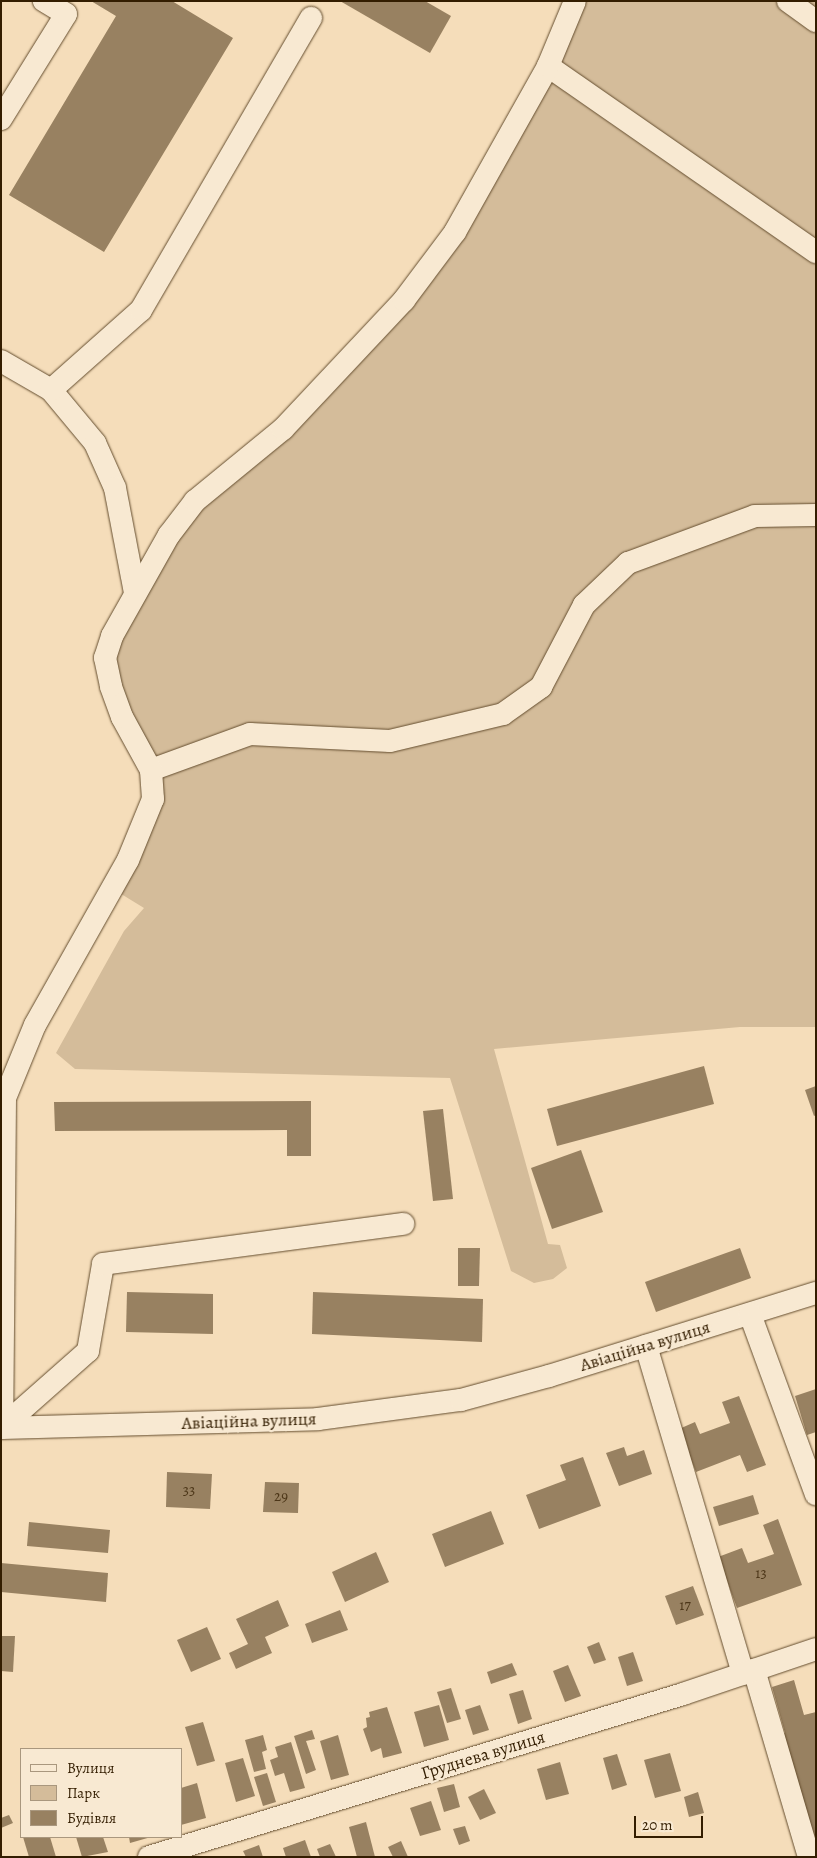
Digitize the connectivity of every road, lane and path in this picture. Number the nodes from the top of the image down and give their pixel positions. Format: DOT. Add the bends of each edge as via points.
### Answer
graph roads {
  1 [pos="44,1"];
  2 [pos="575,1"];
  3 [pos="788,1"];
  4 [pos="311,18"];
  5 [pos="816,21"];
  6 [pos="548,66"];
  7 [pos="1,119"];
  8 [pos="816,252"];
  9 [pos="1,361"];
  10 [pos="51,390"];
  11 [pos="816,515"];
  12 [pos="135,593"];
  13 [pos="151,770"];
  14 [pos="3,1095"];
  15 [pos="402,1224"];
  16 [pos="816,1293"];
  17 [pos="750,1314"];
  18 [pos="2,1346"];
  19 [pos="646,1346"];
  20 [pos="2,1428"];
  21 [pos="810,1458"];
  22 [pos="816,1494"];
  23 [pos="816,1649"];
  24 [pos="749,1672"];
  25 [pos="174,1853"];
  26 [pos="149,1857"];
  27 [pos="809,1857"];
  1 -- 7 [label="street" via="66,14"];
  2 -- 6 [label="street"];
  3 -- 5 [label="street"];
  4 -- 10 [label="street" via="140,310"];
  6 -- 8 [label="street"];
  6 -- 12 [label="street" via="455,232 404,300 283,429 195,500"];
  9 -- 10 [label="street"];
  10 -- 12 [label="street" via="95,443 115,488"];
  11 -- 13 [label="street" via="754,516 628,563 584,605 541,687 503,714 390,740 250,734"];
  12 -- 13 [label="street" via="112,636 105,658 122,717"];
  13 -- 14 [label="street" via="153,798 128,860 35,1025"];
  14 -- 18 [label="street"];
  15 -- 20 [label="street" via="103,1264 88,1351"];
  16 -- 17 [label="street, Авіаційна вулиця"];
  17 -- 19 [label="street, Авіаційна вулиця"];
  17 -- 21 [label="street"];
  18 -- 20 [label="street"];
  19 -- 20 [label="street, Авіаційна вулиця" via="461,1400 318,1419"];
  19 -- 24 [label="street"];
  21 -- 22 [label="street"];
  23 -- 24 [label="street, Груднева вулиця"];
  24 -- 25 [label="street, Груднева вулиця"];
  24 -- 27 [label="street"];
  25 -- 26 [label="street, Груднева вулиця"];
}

Requirement: Which lines in the data above hold the string "Авіаційна"? Return each of them.

Your solution:
  16 -- 17 [label="street, Авіаційна вулиця"];
  17 -- 19 [label="street, Авіаційна вулиця"];
  19 -- 20 [label="street, Авіаційна вулиця" via="461,1400 318,1419"];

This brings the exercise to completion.